***** EXTRACTED DATA

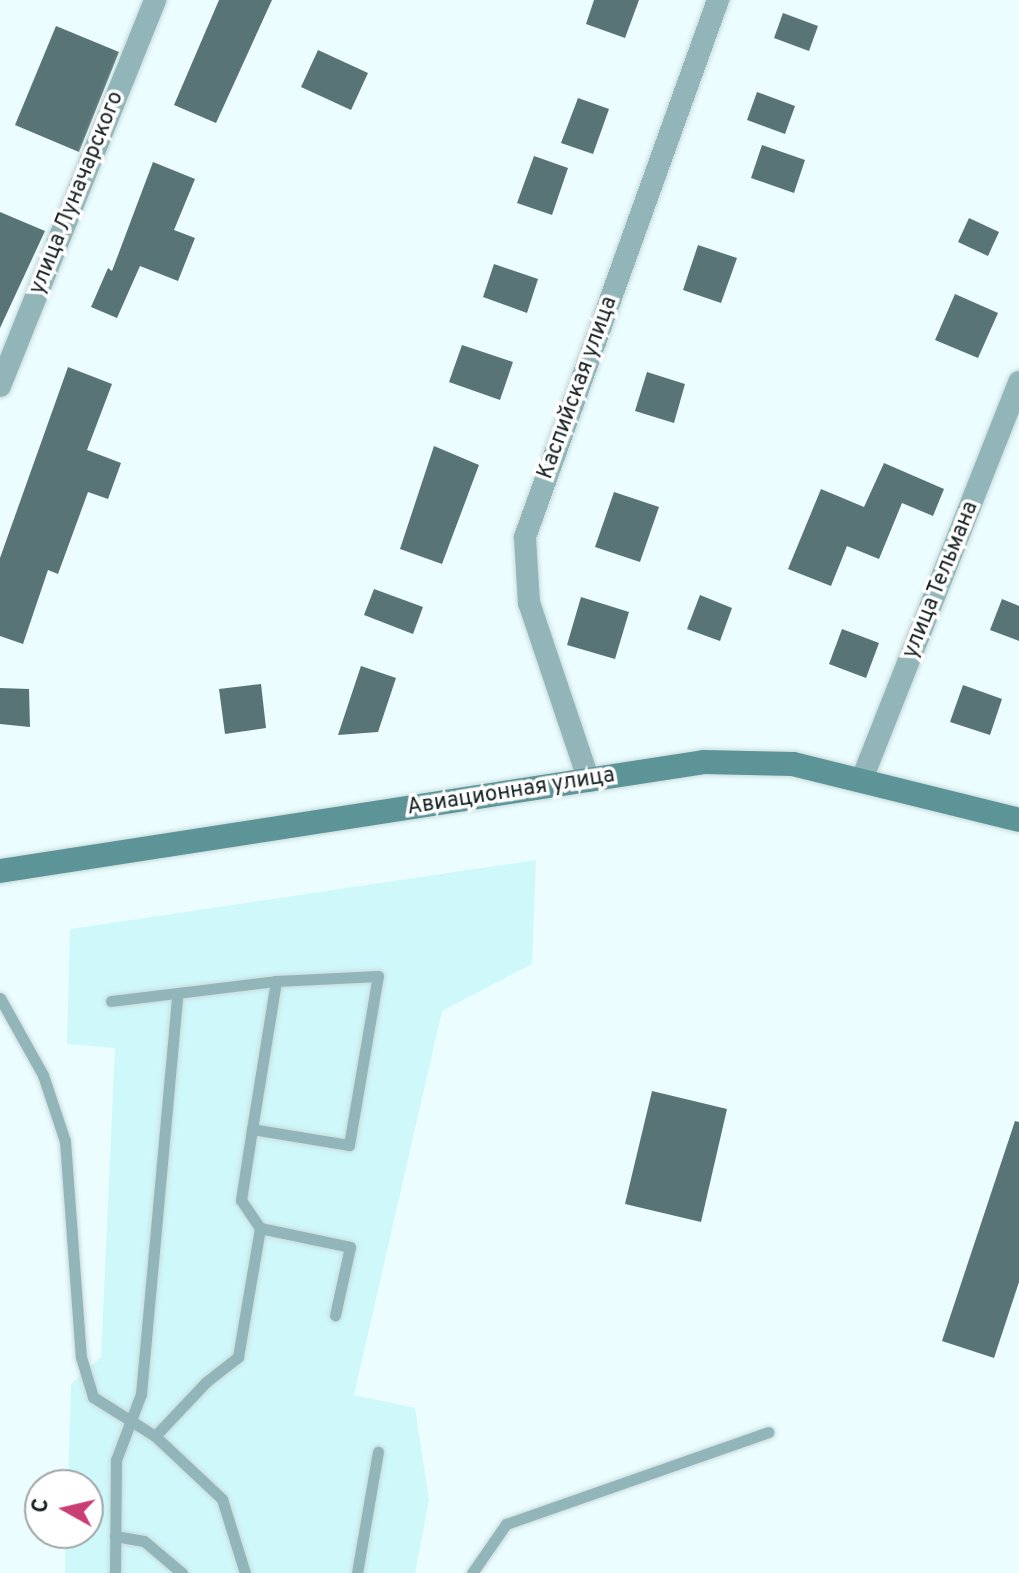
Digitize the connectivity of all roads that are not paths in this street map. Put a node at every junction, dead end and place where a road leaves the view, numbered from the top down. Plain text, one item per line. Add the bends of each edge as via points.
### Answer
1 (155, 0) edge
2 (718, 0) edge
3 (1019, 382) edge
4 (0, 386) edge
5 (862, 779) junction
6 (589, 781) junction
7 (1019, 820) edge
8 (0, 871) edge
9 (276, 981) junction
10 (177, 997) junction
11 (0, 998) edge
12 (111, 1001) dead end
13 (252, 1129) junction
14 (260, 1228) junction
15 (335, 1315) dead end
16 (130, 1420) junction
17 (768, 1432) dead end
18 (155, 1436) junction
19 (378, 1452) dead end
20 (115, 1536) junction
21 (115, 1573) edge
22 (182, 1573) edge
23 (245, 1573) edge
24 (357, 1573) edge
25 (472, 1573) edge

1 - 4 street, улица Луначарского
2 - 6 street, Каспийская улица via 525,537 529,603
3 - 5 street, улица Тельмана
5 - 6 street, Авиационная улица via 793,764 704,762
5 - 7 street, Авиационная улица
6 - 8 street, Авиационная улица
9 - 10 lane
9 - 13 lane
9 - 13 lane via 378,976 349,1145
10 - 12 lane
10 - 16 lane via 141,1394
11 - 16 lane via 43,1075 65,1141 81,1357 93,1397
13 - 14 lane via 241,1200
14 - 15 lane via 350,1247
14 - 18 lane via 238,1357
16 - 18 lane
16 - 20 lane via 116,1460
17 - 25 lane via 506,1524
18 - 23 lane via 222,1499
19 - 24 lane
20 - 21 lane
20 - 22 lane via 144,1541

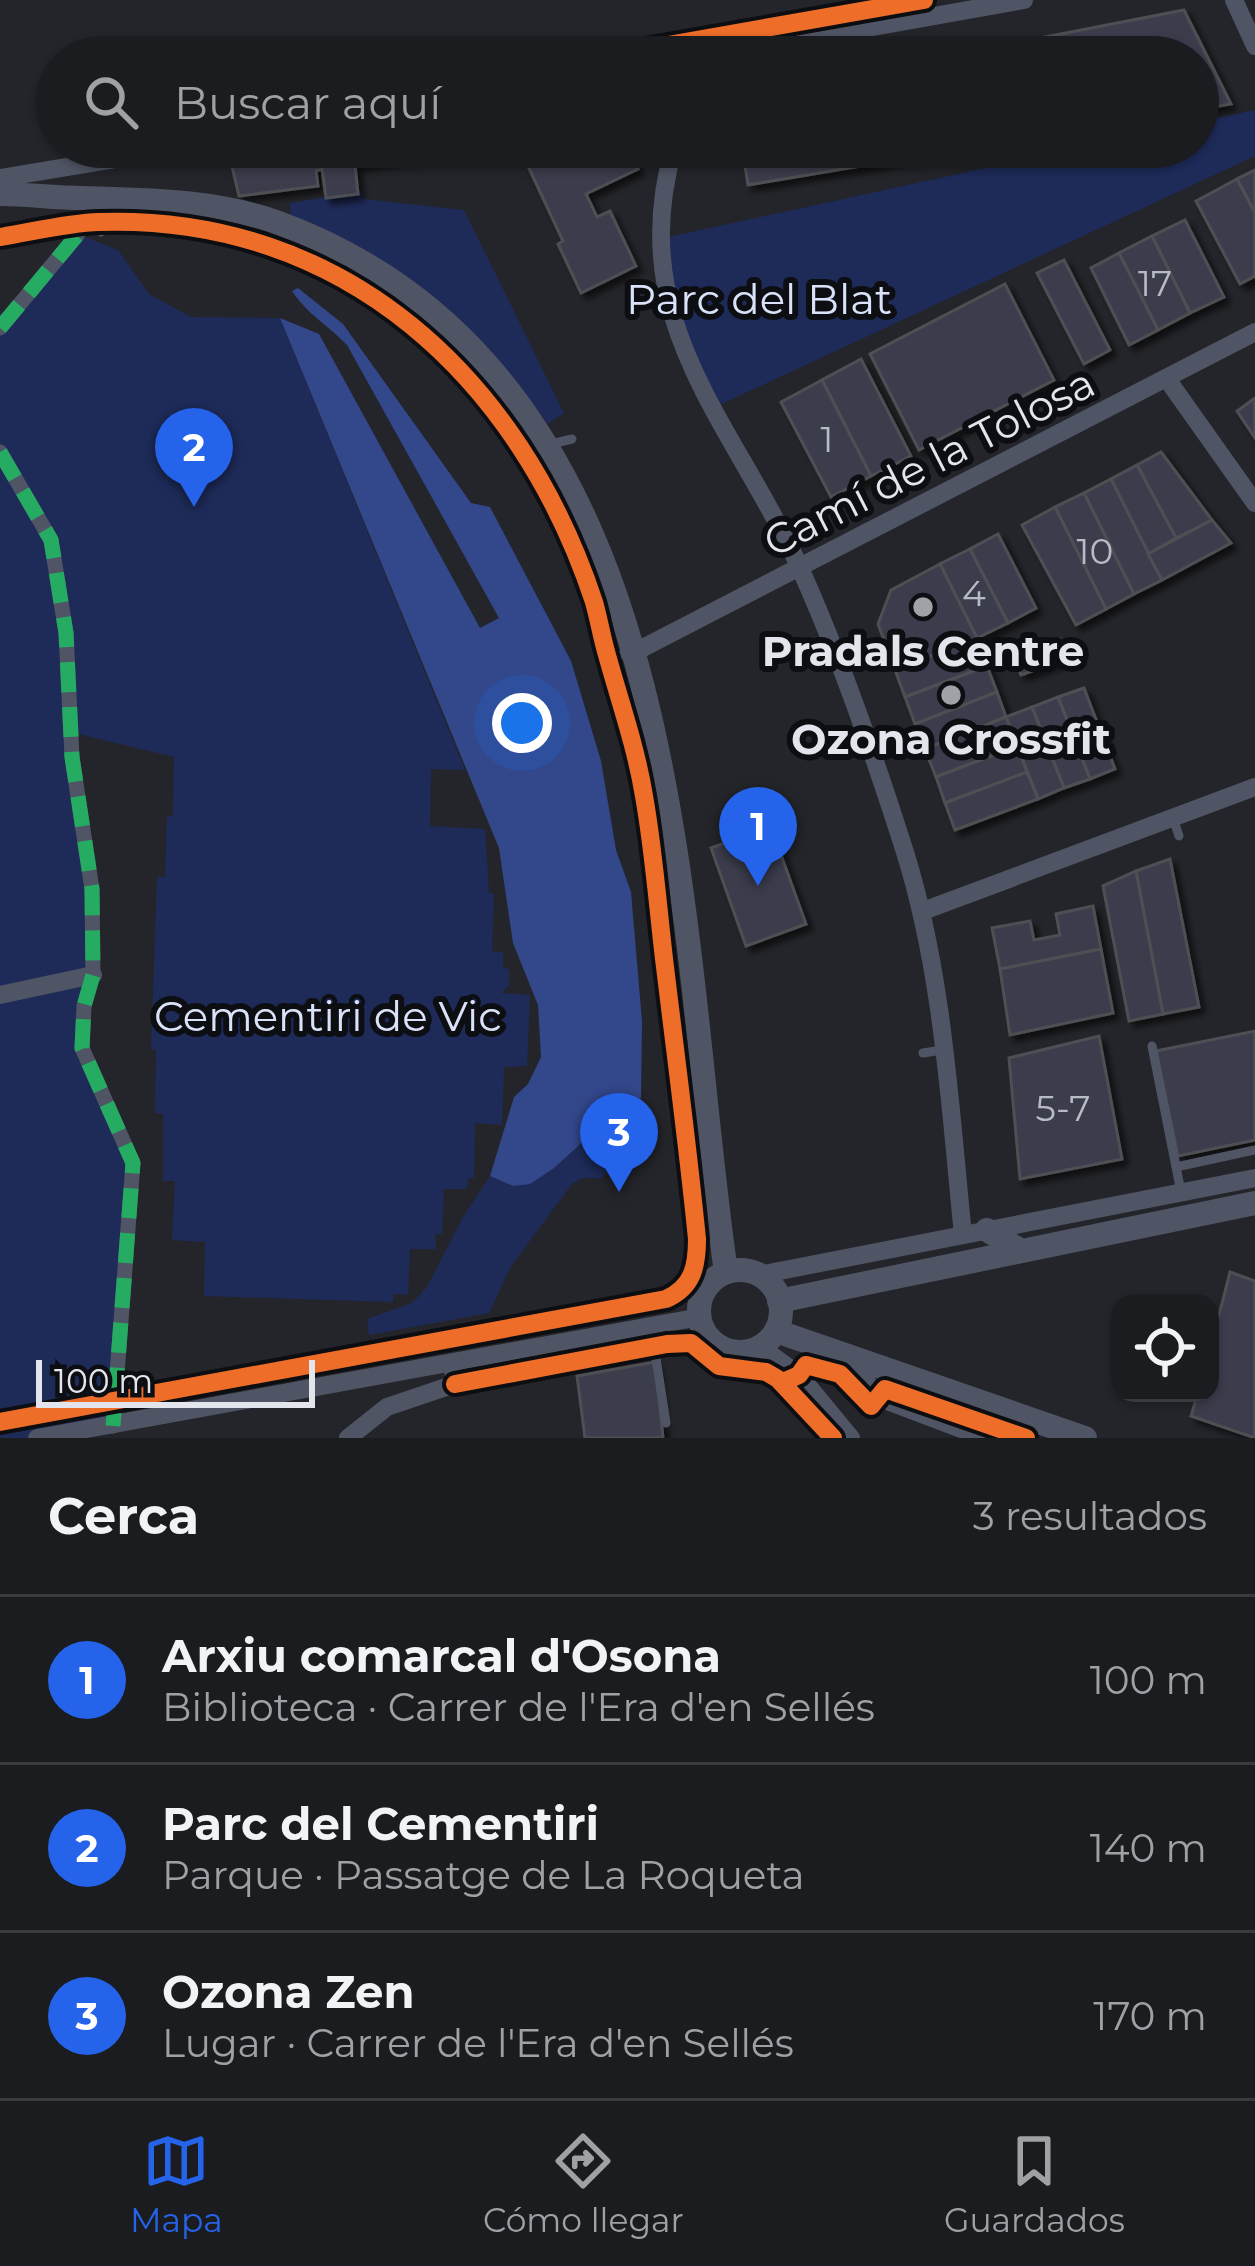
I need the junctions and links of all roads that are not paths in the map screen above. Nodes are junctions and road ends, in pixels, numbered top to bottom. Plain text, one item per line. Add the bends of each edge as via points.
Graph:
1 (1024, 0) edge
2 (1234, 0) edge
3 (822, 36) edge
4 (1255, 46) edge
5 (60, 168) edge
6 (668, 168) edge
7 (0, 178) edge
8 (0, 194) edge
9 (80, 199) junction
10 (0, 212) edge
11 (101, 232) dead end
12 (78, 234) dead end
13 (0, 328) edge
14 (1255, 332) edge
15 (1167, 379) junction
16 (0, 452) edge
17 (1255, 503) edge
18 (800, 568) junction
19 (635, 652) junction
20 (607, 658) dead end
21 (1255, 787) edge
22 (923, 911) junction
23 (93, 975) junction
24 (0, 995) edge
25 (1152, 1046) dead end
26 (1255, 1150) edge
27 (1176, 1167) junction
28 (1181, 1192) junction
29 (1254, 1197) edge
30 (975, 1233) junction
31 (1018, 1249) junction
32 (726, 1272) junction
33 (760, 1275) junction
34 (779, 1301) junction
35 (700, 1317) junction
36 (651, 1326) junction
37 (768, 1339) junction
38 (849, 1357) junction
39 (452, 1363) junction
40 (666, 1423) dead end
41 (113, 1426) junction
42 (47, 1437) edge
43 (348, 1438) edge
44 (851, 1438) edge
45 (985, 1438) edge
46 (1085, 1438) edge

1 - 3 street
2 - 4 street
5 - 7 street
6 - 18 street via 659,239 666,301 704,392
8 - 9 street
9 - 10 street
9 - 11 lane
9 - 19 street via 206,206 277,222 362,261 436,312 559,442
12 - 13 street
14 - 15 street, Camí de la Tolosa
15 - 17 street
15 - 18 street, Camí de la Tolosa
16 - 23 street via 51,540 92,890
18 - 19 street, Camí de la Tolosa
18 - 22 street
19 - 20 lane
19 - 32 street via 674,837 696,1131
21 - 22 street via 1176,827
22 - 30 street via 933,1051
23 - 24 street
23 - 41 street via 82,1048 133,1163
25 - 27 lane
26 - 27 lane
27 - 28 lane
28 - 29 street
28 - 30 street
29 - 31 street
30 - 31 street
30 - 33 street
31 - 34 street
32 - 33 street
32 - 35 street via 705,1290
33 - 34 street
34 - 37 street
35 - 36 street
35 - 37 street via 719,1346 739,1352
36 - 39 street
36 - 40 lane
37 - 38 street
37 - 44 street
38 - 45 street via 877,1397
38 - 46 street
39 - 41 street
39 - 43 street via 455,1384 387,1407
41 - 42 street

**********

§ **WHAT YOU WILL DO**
In the data above, each line holding "roads" is to be found and copied.

§ **SOLUTION BELOW**
Digitize the connectivity of all roads that are not paths in this street map. Put a node at every junction, dead end and place where a road leaves the view, numbered from the top down. Plain text, one item per line. Add the bends of each edge as via points.
I need the junctions and links of all roads that are not paths in the map screen above. Nodes are junctions and road ends, in pixels, numbered top to bottom. Plain text, one item per line. Add the bends of each edge as via points.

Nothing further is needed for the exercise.